La educación es, como pocas, una actividad que ha de ser ejercida por profesionales. No es casualidad que a quienes lo hacen se les llame profesores. Aun un sencillo programa de entrenamiento implica conocimientos, habilidades y actitudes sólidas que no se adquieren sólo en la etapa de formación en las aulas sino en la práctica, analizada y discutida con los colegas, y en el estudio continuo de su campo de trabajo. La formación de los maestros se hace necesariamente en el trabajo y mediante el trabajo.
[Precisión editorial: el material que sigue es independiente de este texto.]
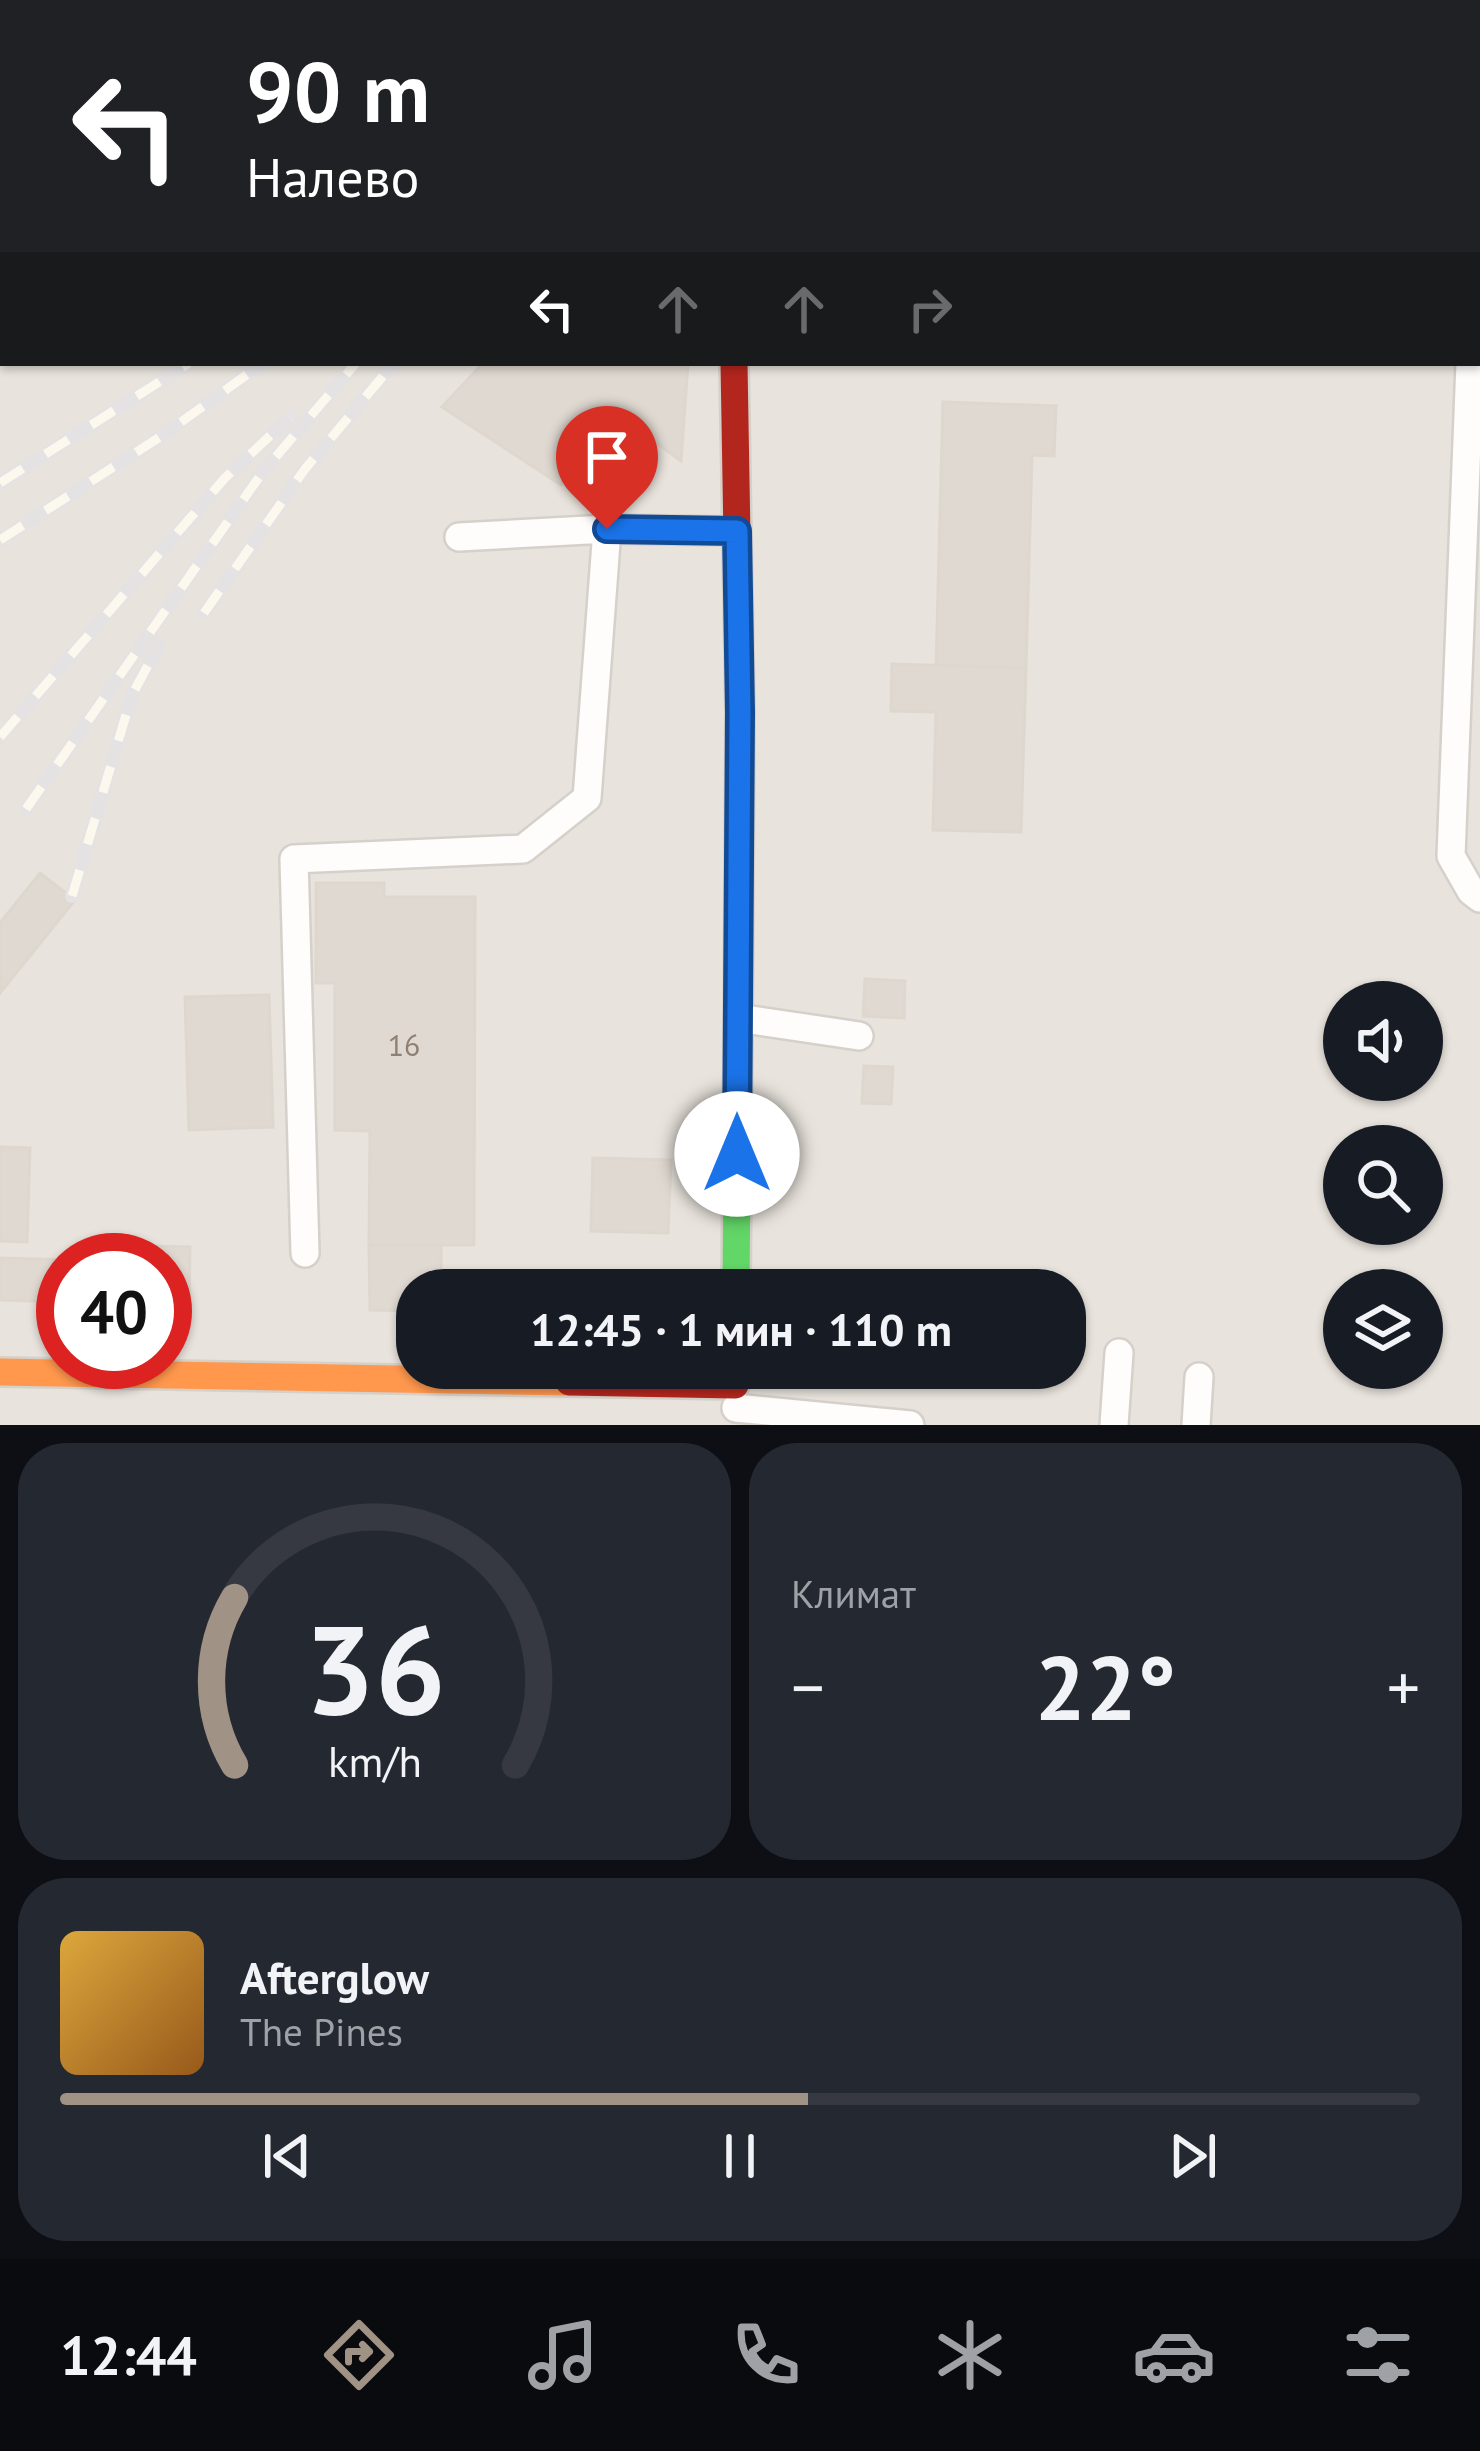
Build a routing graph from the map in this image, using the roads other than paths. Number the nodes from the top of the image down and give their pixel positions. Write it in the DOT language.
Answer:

Además, son los resultados de las experiencias en el aula lo que debe orientar los planes y las normas que conducen al sistema educativo, y no sólo las elaboraciones que hacen en los escritorios los especialistas.
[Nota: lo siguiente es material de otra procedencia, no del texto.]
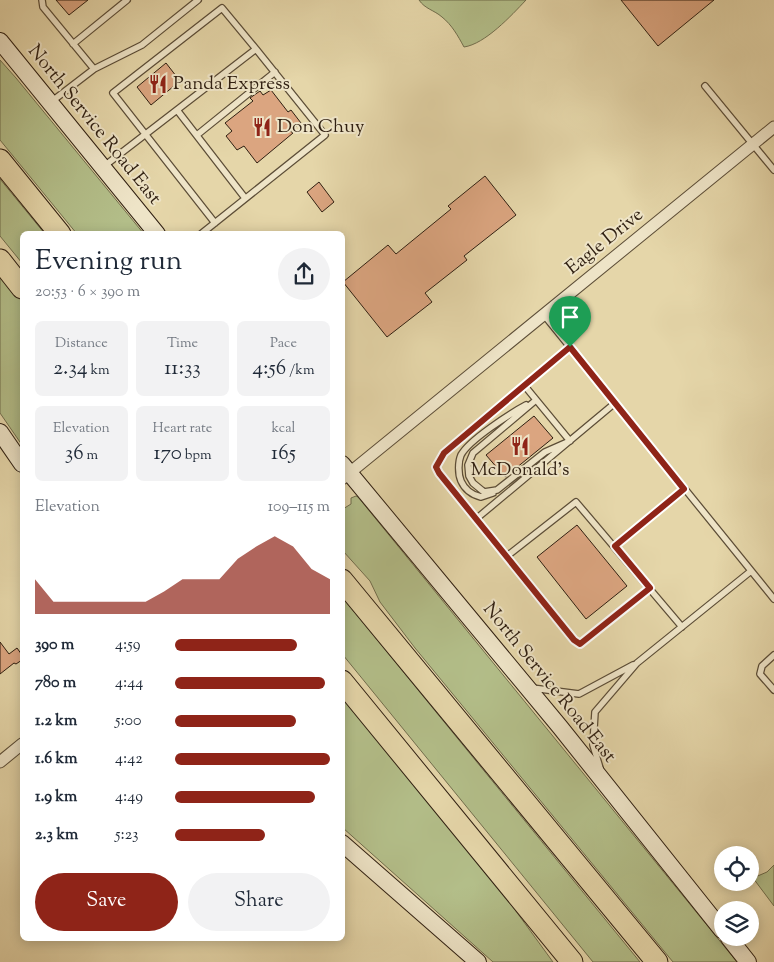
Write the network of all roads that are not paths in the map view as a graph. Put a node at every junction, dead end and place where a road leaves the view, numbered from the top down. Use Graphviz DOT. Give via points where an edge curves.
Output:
graph roads {
  1 [pos="42,0"];
  2 [pos="127,0"];
  3 [pos="198,0"];
  4 [pos="0,41"];
  5 [pos="73,44"];
  6 [pos="256,49"];
  7 [pos="94,69"];
  8 [pos="275,72"];
  9 [pos="705,86"];
  10 [pos="51,102"];
  11 [pos="177,110"];
  12 [pos="774,127"];
  13 [pos="146,134"];
  14 [pos="197,135"];
  15 [pos="753,144"];
  16 [pos="0,160"];
  17 [pos="103,167"];
  18 [pos="774,170"];
  19 [pos="245,198"];
  20 [pos="215,223"];
  21 [pos="58,231"];
  22 [pos="155,231"];
  23 [pos="205,231"];
  24 [pos="0,260"];
  25 [pos="20,285"];
  26 [pos="544,315"];
  27 [pos="570,347"];
  28 [pos="524,385"];
  29 [pos="536,400"];
  30 [pos="615,403"];
  31 [pos="0,432"];
  32 [pos="570,441"];
  33 [pos="20,461"];
  34 [pos="345,472"];
  35 [pos="684,489"];
  36 [pos="497,490"];
  37 [pos="476,518"];
  38 [pos="615,546"];
  39 [pos="507,556"];
  40 [pos="751,571"];
  41 [pos="345,584"];
  42 [pos="650,588"];
  43 [pos="774,599"];
  44 [pos="682,626"];
  45 [pos="774,655"];
  46 [pos="637,663"];
  47 [pos="345,685"];
  48 [pos="527,687"];
  49 [pos="774,690"];
  50 [pos="20,746"];
  51 [pos="0,762"];
  52 [pos="604,782"];
  53 [pos="345,846"];
  54 [pos="714,920"];
  55 [pos="735,946"];
  56 [pos="478,962"];
  57 [pos="572,962"];
  58 [pos="656,962"];
  59 [pos="748,962"];
  1 -- 5 [label="lane" via="46,11"];
  2 -- 5 [label="lane"];
  3 -- 7 [label="lane" via="138,48"];
  4 -- 10 [label="main road, North Service Road East"];
  5 -- 7 [label="lane"];
  6 -- 8 [label="lane"];
  6 -- 11 [label="lane"];
  6 -- 13 [label="lane" via="222,8 113,92"];
  7 -- 10 [label="lane"];
  8 -- 14 [label="lane"];
  8 -- 19 [label="lane" via="325,135"];
  9 -- 15 [label="lane"];
  10 -- 17 [label="main road, North Service Road East"];
  11 -- 13 [label="lane"];
  11 -- 14 [label="lane"];
  12 -- 15 [label="street, Eagle Drive"];
  13 -- 17 [label="lane"];
  13 -- 20 [label="lane"];
  14 -- 19 [label="lane"];
  15 -- 18 [label="lane"];
  15 -- 26 [label="street, Eagle Drive"];
  16 -- 21 [label="highway"];
  17 -- 22 [label="main road, North Service Road East"];
  19 -- 20 [label="lane"];
  20 -- 23 [label="lane"];
  24 -- 25 [label="highway"];
  26 -- 27 [label="lane"];
  26 -- 34 [label="street, Eagle Drive"];
  27 -- 28 [label="lane"];
  27 -- 30 [label="lane"];
  28 -- 29 [label="lane"];
  28 -- 37 [label="lane" via="438,461 439,473"];
  29 -- 32 [label="lane"];
  29 -- 36 [label="lane" via="473,452 468,469 473,483 484,492"];
  29 -- 36 [label="lane" via="508,415 460,457 460,478 469,492 481,497"];
  30 -- 32 [label="lane"];
  30 -- 35 [label="lane"];
  31 -- 33 [label="main road"];
  32 -- 36 [label="lane" via="546,452"];
  32 -- 37 [label="lane"];
  34 -- 48 [label="main road, North Service Road East"];
  35 -- 38 [label="lane"];
  35 -- 40 [label="lane"];
  37 -- 39 [label="lane"];
  38 -- 39 [label="lane" via="576,502"];
  38 -- 42 [label="lane"];
  39 -- 42 [label="lane" via="580,644"];
  40 -- 43 [label="lane"];
  40 -- 44 [label="lane"];
  41 -- 58 [label="highway"];
  42 -- 44 [label="lane"];
  44 -- 46 [label="lane"];
  45 -- 49 [label="lane" via="762,666 760,674"];
  46 -- 48 [label="lane" via="578,694"];
  46 -- 52 [label="lane" via="595,712 593,744"];
  47 -- 57 [label="highway"];
  48 -- 52 [label="main road, North Service Road East"];
  50 -- 51 [label="street"];
  52 -- 54 [label="main road, North Service Road East"];
  53 -- 56 [label="main road"];
  55 -- 59 [label="main road"];
}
 Hoy es imprescindible el aporte organizado del magisterio a la conducción del sistema educativo, pues al funcionariado que lo dirige lo caracteriza una profunda ignorancia de nuestra riqueza educativa, su única guía es el nuevo gurú de las “competencias” entronizado por los banqueros y economistas de la OCDE (véase, por ejemplo, la “bibliografía” que sustenta el examen de selección de maestros de educación básica). Por supuesto ignoran que la educación mexicana fue ejemplo mundial durante décadas, apoyada en el pensamiento pedagógico, filosófico y social de maestros e intelectuales mexicanos como Ignacio Ramírez, Ignacio Manuel Altamirano, Manuel Gutiérrez Nájera, Justo Sierra, Alfonso Reyes, José Vasconcelos, Moisés Sáenz, Rafael Ramírez, Gregorio Torres Quintero, Lauro Aguirre, Abraham Castellanos y de educadores de otras partes como Pestalozzi, Rebsamen, Ferrer Guardia o Freinet.

 La tarea del magisterio en la educación básica y en el bachillerato es particularmente compleja, ardua y comprometedora. En esos niveles el quehacer del maestro es no solamente informar y capacitar sino, sobre todo, necesariamente, dar ejemplo de trabajo intelectual y comportamiento ético. Esta actividad profesional implica un entorno de trabajo y un tipo de relaciones laborales distintos a los que sufren los empleados subordinados a un sistema prepotente y autoritario. Pero es claro que ese entorno y relaciones no las concederán los tecnócratas neoliberales que dirigen hoy la educación, sino que serán construidas por la organización y las batallas que libren los trabajadores profesionales de la educación.